§ **TASK DESCRIPTION**: Your response should be a copy of each line in the listing below that includes the word "from".

Top of DATA

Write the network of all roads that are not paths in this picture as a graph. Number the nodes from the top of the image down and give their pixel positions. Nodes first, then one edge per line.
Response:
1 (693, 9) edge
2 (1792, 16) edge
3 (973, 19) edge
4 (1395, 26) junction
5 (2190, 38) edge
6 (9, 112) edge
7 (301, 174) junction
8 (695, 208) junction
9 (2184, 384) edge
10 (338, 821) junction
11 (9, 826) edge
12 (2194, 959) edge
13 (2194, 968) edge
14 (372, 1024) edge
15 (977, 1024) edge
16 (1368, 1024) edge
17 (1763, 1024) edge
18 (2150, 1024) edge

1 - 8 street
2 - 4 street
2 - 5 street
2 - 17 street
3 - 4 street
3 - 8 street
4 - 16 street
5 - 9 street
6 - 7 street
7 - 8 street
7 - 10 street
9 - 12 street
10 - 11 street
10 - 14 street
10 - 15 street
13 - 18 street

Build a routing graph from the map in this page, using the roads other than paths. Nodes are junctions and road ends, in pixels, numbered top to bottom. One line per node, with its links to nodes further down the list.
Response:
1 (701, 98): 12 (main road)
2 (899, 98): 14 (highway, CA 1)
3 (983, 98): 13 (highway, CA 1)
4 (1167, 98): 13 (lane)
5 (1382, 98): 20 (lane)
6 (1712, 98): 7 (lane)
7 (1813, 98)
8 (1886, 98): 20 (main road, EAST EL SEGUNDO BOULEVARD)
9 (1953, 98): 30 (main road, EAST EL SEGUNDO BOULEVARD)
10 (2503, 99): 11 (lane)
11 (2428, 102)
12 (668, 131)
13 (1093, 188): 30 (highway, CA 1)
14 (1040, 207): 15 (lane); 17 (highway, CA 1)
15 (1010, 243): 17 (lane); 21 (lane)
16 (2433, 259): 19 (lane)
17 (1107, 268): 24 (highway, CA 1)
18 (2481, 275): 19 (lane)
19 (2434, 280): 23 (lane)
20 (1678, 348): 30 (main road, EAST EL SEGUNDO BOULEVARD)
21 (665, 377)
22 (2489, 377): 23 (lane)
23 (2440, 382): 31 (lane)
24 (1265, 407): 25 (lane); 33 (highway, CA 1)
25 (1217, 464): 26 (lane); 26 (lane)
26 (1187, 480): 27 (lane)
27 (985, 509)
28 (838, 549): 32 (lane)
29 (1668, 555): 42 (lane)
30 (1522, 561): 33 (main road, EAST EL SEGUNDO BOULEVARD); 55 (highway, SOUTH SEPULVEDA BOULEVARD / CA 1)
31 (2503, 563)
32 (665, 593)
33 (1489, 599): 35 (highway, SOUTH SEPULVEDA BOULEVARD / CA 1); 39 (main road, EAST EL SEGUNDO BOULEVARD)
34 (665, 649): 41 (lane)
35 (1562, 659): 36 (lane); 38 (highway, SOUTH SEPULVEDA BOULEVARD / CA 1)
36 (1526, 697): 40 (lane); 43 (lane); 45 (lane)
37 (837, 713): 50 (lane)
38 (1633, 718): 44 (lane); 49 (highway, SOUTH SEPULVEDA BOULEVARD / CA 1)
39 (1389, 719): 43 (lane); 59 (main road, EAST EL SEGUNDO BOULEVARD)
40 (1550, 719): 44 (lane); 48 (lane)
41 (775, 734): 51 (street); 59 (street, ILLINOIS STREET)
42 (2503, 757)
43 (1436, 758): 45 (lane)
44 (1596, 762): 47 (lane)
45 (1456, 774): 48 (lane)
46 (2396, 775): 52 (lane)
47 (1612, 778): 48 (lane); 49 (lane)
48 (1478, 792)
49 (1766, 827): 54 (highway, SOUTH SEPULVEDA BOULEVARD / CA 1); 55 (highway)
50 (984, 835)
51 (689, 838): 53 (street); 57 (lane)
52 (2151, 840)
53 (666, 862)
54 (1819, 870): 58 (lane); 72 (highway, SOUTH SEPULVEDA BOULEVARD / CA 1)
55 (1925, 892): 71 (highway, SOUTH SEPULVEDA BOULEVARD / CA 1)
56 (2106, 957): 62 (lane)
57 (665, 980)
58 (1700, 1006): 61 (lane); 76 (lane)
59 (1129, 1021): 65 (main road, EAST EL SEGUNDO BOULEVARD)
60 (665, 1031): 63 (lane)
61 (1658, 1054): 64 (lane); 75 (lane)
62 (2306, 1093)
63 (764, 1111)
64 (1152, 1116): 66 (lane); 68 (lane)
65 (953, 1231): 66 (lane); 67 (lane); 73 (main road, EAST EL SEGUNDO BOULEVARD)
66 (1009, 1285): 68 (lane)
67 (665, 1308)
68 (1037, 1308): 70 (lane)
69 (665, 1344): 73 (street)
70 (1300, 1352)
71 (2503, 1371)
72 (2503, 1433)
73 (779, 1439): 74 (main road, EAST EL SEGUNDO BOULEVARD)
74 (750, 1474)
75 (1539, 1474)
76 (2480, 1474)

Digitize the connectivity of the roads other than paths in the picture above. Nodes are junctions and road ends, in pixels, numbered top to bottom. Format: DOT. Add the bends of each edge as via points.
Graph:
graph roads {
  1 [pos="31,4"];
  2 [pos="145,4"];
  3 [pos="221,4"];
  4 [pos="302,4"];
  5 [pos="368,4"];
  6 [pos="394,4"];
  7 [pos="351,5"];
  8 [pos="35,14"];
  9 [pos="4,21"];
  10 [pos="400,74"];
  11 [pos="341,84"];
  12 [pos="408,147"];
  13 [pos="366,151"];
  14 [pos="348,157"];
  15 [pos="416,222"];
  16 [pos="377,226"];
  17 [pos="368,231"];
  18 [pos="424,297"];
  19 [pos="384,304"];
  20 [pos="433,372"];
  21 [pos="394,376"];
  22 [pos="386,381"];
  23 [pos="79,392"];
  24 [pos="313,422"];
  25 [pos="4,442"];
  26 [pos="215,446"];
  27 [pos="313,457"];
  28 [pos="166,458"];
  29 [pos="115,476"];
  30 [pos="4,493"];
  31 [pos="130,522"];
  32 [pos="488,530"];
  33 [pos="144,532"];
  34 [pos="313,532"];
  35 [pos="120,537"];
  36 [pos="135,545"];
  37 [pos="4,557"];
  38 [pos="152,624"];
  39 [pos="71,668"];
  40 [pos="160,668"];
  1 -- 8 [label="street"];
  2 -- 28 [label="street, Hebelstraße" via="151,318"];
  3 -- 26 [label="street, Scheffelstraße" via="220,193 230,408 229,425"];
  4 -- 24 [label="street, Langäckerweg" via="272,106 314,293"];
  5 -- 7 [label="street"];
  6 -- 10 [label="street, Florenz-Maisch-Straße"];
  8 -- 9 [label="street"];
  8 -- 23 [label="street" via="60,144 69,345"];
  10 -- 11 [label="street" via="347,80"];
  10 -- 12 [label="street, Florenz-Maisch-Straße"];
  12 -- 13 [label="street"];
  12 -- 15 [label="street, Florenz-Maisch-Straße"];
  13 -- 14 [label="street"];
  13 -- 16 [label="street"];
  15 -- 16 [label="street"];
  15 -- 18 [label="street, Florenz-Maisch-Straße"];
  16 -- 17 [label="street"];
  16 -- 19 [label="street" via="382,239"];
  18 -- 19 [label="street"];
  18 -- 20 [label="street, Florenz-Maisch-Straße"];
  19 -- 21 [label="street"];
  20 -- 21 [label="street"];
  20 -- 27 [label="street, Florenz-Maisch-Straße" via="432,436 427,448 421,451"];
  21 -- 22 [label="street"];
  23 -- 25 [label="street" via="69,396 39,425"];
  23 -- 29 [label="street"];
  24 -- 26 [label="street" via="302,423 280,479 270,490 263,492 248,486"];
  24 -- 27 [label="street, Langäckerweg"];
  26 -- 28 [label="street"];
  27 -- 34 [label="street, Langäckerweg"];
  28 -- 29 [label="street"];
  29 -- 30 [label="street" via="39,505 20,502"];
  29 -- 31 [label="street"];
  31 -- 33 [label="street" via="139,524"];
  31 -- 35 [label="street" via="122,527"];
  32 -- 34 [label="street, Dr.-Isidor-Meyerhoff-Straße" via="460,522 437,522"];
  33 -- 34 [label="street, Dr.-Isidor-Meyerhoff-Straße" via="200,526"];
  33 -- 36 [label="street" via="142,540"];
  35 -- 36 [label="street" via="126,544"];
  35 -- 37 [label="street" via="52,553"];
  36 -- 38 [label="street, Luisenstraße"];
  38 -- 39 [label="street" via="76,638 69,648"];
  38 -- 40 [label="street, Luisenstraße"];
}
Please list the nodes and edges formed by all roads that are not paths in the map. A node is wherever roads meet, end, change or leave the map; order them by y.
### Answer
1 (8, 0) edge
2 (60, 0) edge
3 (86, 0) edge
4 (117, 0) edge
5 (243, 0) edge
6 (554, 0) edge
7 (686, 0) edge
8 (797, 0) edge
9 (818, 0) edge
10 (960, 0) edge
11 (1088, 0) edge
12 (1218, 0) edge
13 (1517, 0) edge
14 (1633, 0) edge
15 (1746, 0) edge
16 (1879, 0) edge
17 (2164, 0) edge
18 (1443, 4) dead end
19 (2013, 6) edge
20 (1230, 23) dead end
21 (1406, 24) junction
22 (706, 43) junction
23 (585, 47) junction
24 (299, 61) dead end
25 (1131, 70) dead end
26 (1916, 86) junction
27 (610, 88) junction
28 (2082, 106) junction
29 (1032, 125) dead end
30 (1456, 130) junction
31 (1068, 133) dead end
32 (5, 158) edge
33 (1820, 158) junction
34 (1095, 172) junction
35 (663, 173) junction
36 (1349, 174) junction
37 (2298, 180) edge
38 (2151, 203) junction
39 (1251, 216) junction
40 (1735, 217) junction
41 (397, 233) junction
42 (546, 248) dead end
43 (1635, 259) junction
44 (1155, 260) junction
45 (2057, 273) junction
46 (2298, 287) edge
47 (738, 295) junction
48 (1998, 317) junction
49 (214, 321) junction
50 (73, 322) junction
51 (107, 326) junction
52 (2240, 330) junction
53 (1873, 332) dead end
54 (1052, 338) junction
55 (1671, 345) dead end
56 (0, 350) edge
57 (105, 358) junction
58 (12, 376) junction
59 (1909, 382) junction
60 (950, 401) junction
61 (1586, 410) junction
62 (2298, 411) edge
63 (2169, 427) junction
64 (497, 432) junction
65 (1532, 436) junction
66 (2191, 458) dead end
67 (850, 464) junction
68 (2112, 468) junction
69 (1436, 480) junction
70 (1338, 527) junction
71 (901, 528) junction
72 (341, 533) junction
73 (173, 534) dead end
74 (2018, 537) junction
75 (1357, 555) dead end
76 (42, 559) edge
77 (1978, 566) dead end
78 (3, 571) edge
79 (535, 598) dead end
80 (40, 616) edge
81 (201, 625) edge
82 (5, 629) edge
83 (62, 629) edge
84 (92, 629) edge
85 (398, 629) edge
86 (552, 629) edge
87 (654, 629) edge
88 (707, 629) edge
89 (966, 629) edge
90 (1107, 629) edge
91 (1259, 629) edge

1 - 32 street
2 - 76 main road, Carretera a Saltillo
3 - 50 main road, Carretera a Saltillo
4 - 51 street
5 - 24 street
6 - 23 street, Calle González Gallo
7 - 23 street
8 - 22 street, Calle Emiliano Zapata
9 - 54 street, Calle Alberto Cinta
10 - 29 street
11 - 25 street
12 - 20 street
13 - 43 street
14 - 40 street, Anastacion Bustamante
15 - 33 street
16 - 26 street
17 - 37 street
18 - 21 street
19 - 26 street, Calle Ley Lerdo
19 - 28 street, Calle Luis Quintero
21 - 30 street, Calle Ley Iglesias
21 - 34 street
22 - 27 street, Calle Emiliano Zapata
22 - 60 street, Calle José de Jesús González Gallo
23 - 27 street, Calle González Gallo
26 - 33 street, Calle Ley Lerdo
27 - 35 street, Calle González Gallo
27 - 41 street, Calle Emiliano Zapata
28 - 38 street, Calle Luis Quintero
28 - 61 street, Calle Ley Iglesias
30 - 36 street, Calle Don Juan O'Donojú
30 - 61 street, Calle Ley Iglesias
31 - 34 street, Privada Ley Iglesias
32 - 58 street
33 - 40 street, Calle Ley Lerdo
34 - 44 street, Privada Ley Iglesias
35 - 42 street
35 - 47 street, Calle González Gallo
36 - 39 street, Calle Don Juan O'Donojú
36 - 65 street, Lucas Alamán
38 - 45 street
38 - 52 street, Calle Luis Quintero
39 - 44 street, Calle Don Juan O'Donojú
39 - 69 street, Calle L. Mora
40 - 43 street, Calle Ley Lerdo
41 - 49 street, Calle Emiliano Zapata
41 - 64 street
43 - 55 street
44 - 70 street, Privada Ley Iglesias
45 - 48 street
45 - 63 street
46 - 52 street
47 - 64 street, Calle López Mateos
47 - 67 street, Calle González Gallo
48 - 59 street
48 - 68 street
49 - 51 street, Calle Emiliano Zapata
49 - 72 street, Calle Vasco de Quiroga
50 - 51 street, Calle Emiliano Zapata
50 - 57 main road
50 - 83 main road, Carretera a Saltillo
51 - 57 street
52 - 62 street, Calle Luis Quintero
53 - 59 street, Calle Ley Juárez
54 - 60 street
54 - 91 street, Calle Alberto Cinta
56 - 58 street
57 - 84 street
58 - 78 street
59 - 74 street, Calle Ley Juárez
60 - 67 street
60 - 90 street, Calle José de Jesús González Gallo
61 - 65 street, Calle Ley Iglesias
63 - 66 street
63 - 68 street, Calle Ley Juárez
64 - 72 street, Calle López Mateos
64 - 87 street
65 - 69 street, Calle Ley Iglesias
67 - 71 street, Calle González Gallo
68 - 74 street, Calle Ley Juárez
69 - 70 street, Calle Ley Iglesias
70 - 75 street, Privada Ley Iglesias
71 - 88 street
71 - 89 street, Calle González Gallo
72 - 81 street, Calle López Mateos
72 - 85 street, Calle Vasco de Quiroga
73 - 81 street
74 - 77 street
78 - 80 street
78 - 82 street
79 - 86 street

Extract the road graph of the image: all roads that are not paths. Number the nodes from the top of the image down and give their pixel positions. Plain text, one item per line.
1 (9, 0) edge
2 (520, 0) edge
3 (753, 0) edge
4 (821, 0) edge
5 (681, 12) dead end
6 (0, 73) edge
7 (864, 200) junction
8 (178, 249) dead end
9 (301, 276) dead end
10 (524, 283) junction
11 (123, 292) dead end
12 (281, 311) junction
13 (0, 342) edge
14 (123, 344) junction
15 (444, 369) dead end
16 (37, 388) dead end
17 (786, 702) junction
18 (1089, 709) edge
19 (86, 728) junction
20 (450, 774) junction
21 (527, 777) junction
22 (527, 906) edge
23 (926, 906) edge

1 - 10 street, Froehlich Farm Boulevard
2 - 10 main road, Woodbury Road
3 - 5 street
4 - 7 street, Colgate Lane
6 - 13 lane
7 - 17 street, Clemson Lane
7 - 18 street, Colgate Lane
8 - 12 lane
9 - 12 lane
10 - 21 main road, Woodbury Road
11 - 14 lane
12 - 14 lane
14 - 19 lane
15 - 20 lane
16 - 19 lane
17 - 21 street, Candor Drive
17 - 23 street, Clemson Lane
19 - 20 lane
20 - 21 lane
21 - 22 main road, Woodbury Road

Bottom of DATA

§ **ANSWER BOX**:
Write the network of all roads that are not paths in this picture as a graph. Number the nodes from the top of the image down and give their pixel positions. Nodes first, then one edge per line.
Build a routing graph from the map in this page, using the roads other than paths. Nodes are junctions and road ends, in pixels, numbered top to bottom. One line per node, with its links to nodes further down the list.
Extract the road graph of the image: all roads that are not paths. Number the nodes from the top of the image down and give their pixel positions. Plain text, one item per line.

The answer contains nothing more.